■ **PROBLEM STATEMENT**
Go through the listing below and return each line that includes "ends".

■ **DATA PROVIDED**
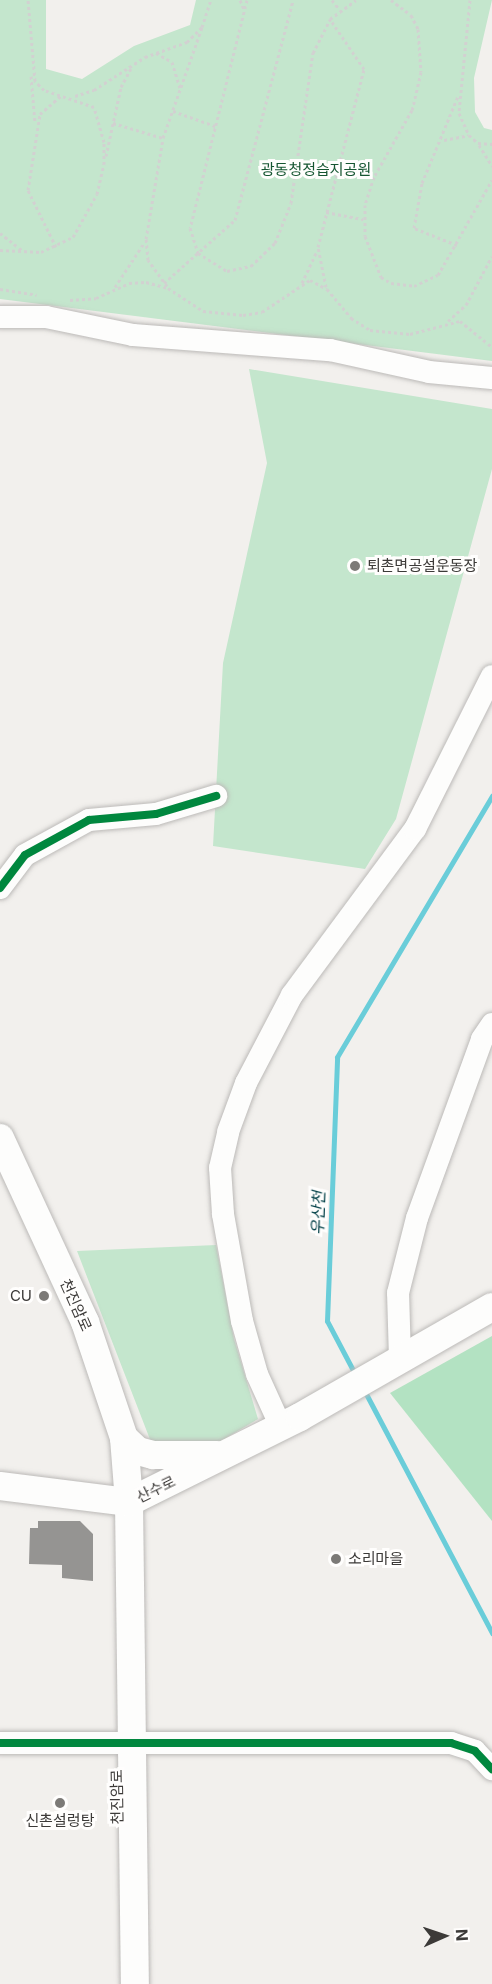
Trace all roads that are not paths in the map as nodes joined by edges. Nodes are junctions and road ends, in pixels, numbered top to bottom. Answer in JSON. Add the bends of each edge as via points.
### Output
{"nodes":[{"id":1,"x":0,"y":317,"type":"edge"},
{"id":2,"x":492,"y":378,"type":"edge"},
{"id":3,"x":492,"y":676,"type":"edge"},
{"id":4,"x":216,"y":796,"type":"dead end"},
{"id":5,"x":0,"y":888,"type":"edge"},
{"id":6,"x":492,"y":1024,"type":"edge"},
{"id":7,"x":0,"y":1138,"type":"edge"},
{"id":8,"x":492,"y":1307,"type":"edge"},
{"id":9,"x":390,"y":1365,"type":"junction"},
{"id":10,"x":291,"y":1422,"type":"junction"},
{"id":11,"x":124,"y":1438,"type":"junction"},
{"id":12,"x":228,"y":1454,"type":"junction"},
{"id":13,"x":0,"y":1486,"type":"edge"},
{"id":14,"x":129,"y":1502,"type":"junction"},
{"id":15,"x":0,"y":1743,"type":"edge"},
{"id":16,"x":129,"y":1744,"type":"junction"},
{"id":17,"x":492,"y":1769,"type":"edge"},
{"id":18,"x":135,"y":1984,"type":"edge"}],
"edges":[{"from":1,"to":2,"type":"street","via":[[46,317],[133,335],[330,350],[429,372]]},
{"from":3,"to":10,"type":"street","via":[[416,829],[292,994],[246,1083],[228,1132],[220,1168],[223,1214],[242,1321],[257,1374]]},
{"from":4,"to":5,"type":"street","via":[[156,814],[89,820],[25,855]]},
{"from":6,"to":9,"type":"street","via":[[482,1040],[417,1218],[398,1293]]},
{"from":7,"to":11,"type":"main road","name":"천진암로","via":[[85,1322]]},
{"from":8,"to":9,"type":"main road"},
{"from":9,"to":10,"type":"main road","name":"산수로"},
{"from":10,"to":12,"type":"main road","name":"산수로"},
{"from":11,"to":12,"type":"main road","via":[[138,1451],[153,1455]]},
{"from":11,"to":14,"type":"main road","name":"천진암로"},
{"from":12,"to":14,"type":"main road","name":"산수로"},
{"from":13,"to":14,"type":"main road","name":"산수로"},
{"from":14,"to":16,"type":"main road","name":"천진암로"},
{"from":15,"to":16,"type":"street"},
{"from":16,"to":17,"type":"street","via":[[451,1743],[475,1750]]},
{"from":16,"to":18,"type":"main road","name":"천진암로"}]}
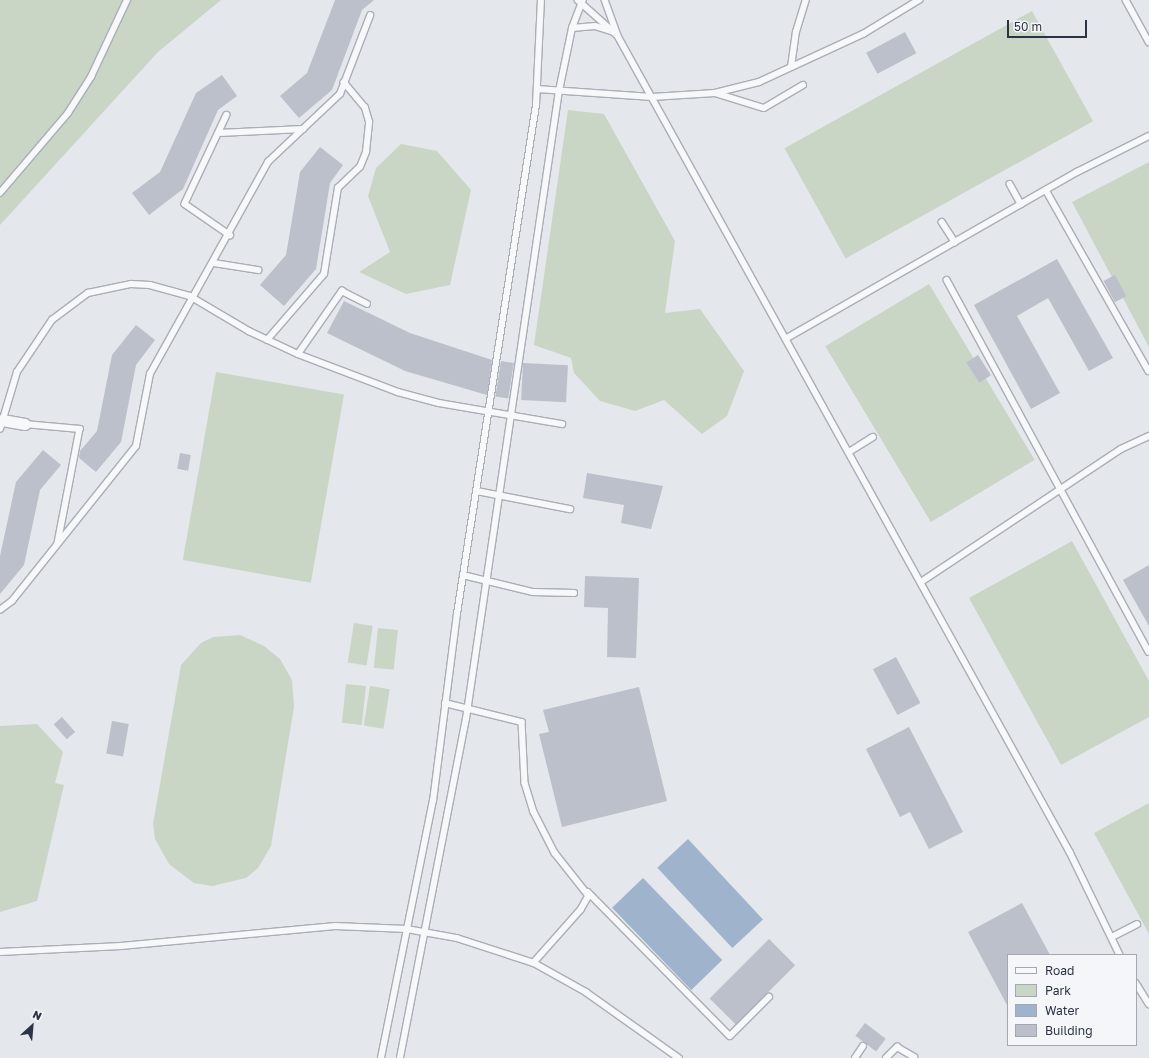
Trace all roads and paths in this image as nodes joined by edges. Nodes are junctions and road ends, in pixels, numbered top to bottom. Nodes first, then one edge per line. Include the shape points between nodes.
1 (127, 0) edge
2 (541, 0) edge
3 (605, 0) edge
4 (806, 0) edge
5 (920, 0) edge
6 (1126, 0) edge
7 (581, 1) edge
8 (370, 16) dead end
9 (572, 28) junction
10 (618, 36) junction
11 (1149, 42) edge
12 (791, 67) junction
13 (344, 83) junction
14 (803, 85) dead end
15 (537, 89) junction
16 (559, 91) junction
17 (715, 93) junction
18 (652, 97) junction
19 (227, 115) dead end
20 (303, 130) junction
21 (219, 133) junction
22 (1149, 136) edge
23 (1010, 184) dead end
24 (1046, 190) junction
25 (0, 193) edge
26 (1021, 204) junction
27 (942, 222) dead end
28 (230, 234) junction
29 (955, 242) junction
30 (214, 263) junction
31 (258, 270) dead end
32 (947, 280) dead end
33 (195, 299) junction
34 (367, 304) dead end
35 (787, 338) junction
36 (267, 340) junction
37 (298, 354) junction
38 (1149, 371) edge
39 (488, 410) junction
40 (511, 413) junction
41 (1, 424) edge
42 (25, 424) joint
43 (562, 424) dead end
44 (1149, 436) edge
45 (873, 437) dead end
46 (849, 452) junction
47 (1060, 489) junction
48 (477, 491) junction
49 (497, 496) junction
50 (570, 509) dead end
51 (58, 544) junction
52 (463, 575) junction
53 (485, 581) junction
54 (921, 582) junction
55 (574, 594) dead end
56 (0, 610) edge
57 (1149, 652) edge
58 (446, 703) junction
59 (468, 708) junction
60 (587, 890) junction
61 (1137, 924) dead end
62 (407, 929) junction
63 (424, 932) junction
64 (1112, 937) junction
65 (0, 952) edge
66 (1120, 954) edge
67 (534, 963) junction
68 (1137, 985) edge
69 (769, 996) dead end
70 (1149, 1004) edge
71 (863, 1046) dead end
72 (914, 1057) dead end
73 (381, 1058) edge
74 (400, 1058) edge
75 (679, 1058) edge
76 (855, 1058) edge
77 (886, 1058) edge

1 - 25 lane via 91,77 68,113
2 - 15 lane
3 - 10 lane
4 - 12 lane via 796,32
5 - 12 lane via 863,34
6 - 11 lane
7 - 9 lane
7 - 10 lane
8 - 13 lane
9 - 10 lane via 595,26
9 - 16 lane
10 - 18 lane
12 - 17 lane via 759,82
13 - 20 lane via 340,94
13 - 36 lane via 365,108 369,122 366,152 360,167 338,188 324,274
14 - 17 lane via 764,108
15 - 16 lane
15 - 39 lane
16 - 18 lane
16 - 40 lane
17 - 18 lane
18 - 35 lane
19 - 21 lane
20 - 21 lane
20 - 28 lane via 268,162
21 - 28 lane via 184,204
22 - 24 lane
23 - 26 lane
24 - 26 lane
24 - 38 lane
26 - 29 lane
27 - 29 lane
28 - 30 lane
29 - 35 lane
30 - 31 lane
30 - 33 lane
32 - 47 lane
33 - 36 lane
33 - 41 lane via 150,285 114,286 88,293 52,320 28,351 16,372
33 - 51 lane via 150,374 136,446
34 - 37 lane via 342,291
35 - 46 lane
36 - 37 lane
37 - 39 lane via 398,392
39 - 40 lane
39 - 48 lane
40 - 43 lane
40 - 49 lane
41 - 42 street
42 - 51 lane via 80,429
44 - 47 lane via 1121,449
45 - 46 lane
46 - 54 lane
47 - 54 lane
47 - 57 lane
48 - 49 lane
48 - 52 lane
49 - 50 lane
49 - 53 lane
51 - 56 lane via 12,601
52 - 53 lane
52 - 58 lane
53 - 55 lane via 533,592
53 - 59 lane
54 - 64 lane via 1070,852
58 - 59 lane
58 - 62 lane via 433,801
59 - 60 lane via 522,722 525,783 534,812 555,853
59 - 63 lane
60 - 67 lane via 587,904
60 - 69 lane via 730,1036
61 - 64 lane
62 - 63 lane
62 - 65 lane via 335,926 121,946
62 - 73 lane
63 - 67 lane via 457,938
63 - 74 lane
64 - 66 lane
67 - 75 lane via 586,992
68 - 70 lane
71 - 76 lane
72 - 77 lane via 897,1047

■ **ANSWER TO THE PROBLEM**
Trace all roads that are not paths in the map as nodes joined by edges. Nodes are junctions and road ends, in pixels, numbered top to bottom. Answer in JSON. Add the bends of each edge as via points.
Trace all roads and paths in this image as nodes joined by edges. Nodes are junctions and road ends, in pixels, numbered top to bottom. Nodes first, then one edge per line. Include the shape points between nodes.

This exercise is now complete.